┏━━

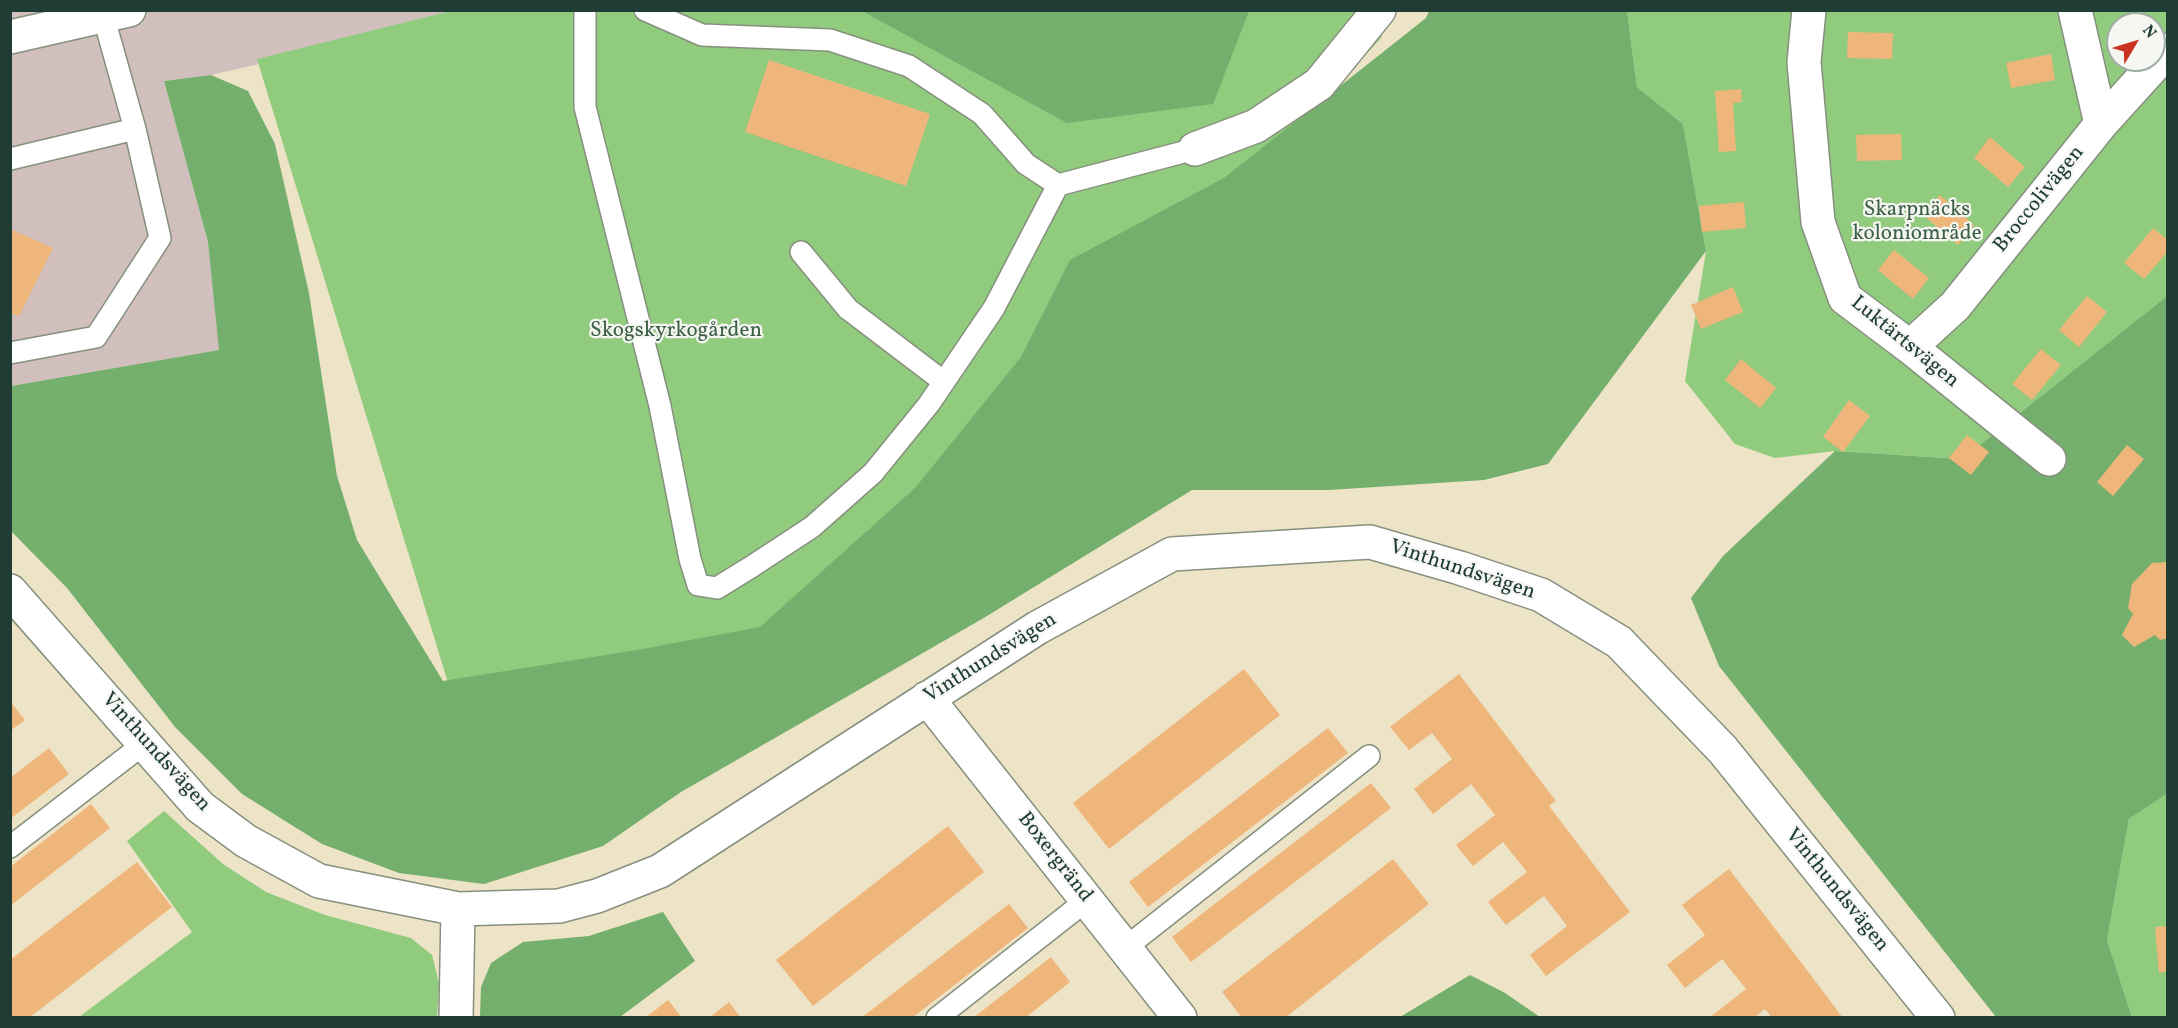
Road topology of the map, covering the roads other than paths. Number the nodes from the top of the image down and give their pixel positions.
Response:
1 (585, 10) edge
2 (645, 10) edge
3 (1379, 10) edge
4 (1809, 10) edge
5 (2074, 10) edge
6 (116, 13) edge
7 (10, 37) edge
8 (2168, 50) edge
9 (2102, 124) junction
10 (135, 129) junction
11 (1195, 149) joint
12 (10, 159) edge
13 (1058, 185) junction
14 (801, 252) dead end
15 (1910, 347) junction
16 (10, 353) edge
17 (944, 382) junction
18 (2049, 459) dead end
19 (10, 591) edge
20 (927, 698) junction
21 (145, 743) junction
22 (1369, 756) dead end
23 (10, 847) edge
24 (1087, 900) junction
25 (458, 909) junction
26 (1125, 948) junction
27 (456, 1017) edge
28 (937, 1017) edge
29 (1180, 1017) edge
30 (1938, 1017) edge

1 - 17 lane
2 - 13 lane
3 - 11 street
4 - 15 street, Luktärtsvägen
5 - 9 street
6 - 7 street
6 - 10 lane
8 - 9 street, Broccolivägen
9 - 15 street, Broccolivägen
10 - 12 lane
10 - 16 lane
11 - 13 lane
13 - 17 lane
14 - 17 lane
15 - 18 street, Luktärtsvägen
19 - 21 street, Vinthundsvägen
20 - 24 street, Boxergränd
20 - 25 street, Vinthundsvägen
20 - 30 street, Vinthundsvägen
21 - 23 lane
21 - 25 street, Vinthundsvägen
22 - 26 lane
24 - 26 street, Boxergränd
24 - 28 lane
25 - 27 street
26 - 29 street, Boxergränd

┗━━

# What is being asked
Give back the entire listing verbatim, without the pictures.

# Task answer
Road topology of the map, covering the roads other than paths. Number the nodes from the top of the image down and give their pixel positions.
Response:
1 (585, 10) edge
2 (645, 10) edge
3 (1379, 10) edge
4 (1809, 10) edge
5 (2074, 10) edge
6 (116, 13) edge
7 (10, 37) edge
8 (2168, 50) edge
9 (2102, 124) junction
10 (135, 129) junction
11 (1195, 149) joint
12 (10, 159) edge
13 (1058, 185) junction
14 (801, 252) dead end
15 (1910, 347) junction
16 (10, 353) edge
17 (944, 382) junction
18 (2049, 459) dead end
19 (10, 591) edge
20 (927, 698) junction
21 (145, 743) junction
22 (1369, 756) dead end
23 (10, 847) edge
24 (1087, 900) junction
25 (458, 909) junction
26 (1125, 948) junction
27 (456, 1017) edge
28 (937, 1017) edge
29 (1180, 1017) edge
30 (1938, 1017) edge

1 - 17 lane
2 - 13 lane
3 - 11 street
4 - 15 street, Luktärtsvägen
5 - 9 street
6 - 7 street
6 - 10 lane
8 - 9 street, Broccolivägen
9 - 15 street, Broccolivägen
10 - 12 lane
10 - 16 lane
11 - 13 lane
13 - 17 lane
14 - 17 lane
15 - 18 street, Luktärtsvägen
19 - 21 street, Vinthundsvägen
20 - 24 street, Boxergränd
20 - 25 street, Vinthundsvägen
20 - 30 street, Vinthundsvägen
21 - 23 lane
21 - 25 street, Vinthundsvägen
22 - 26 lane
24 - 26 street, Boxergränd
24 - 28 lane
25 - 27 street
26 - 29 street, Boxergränd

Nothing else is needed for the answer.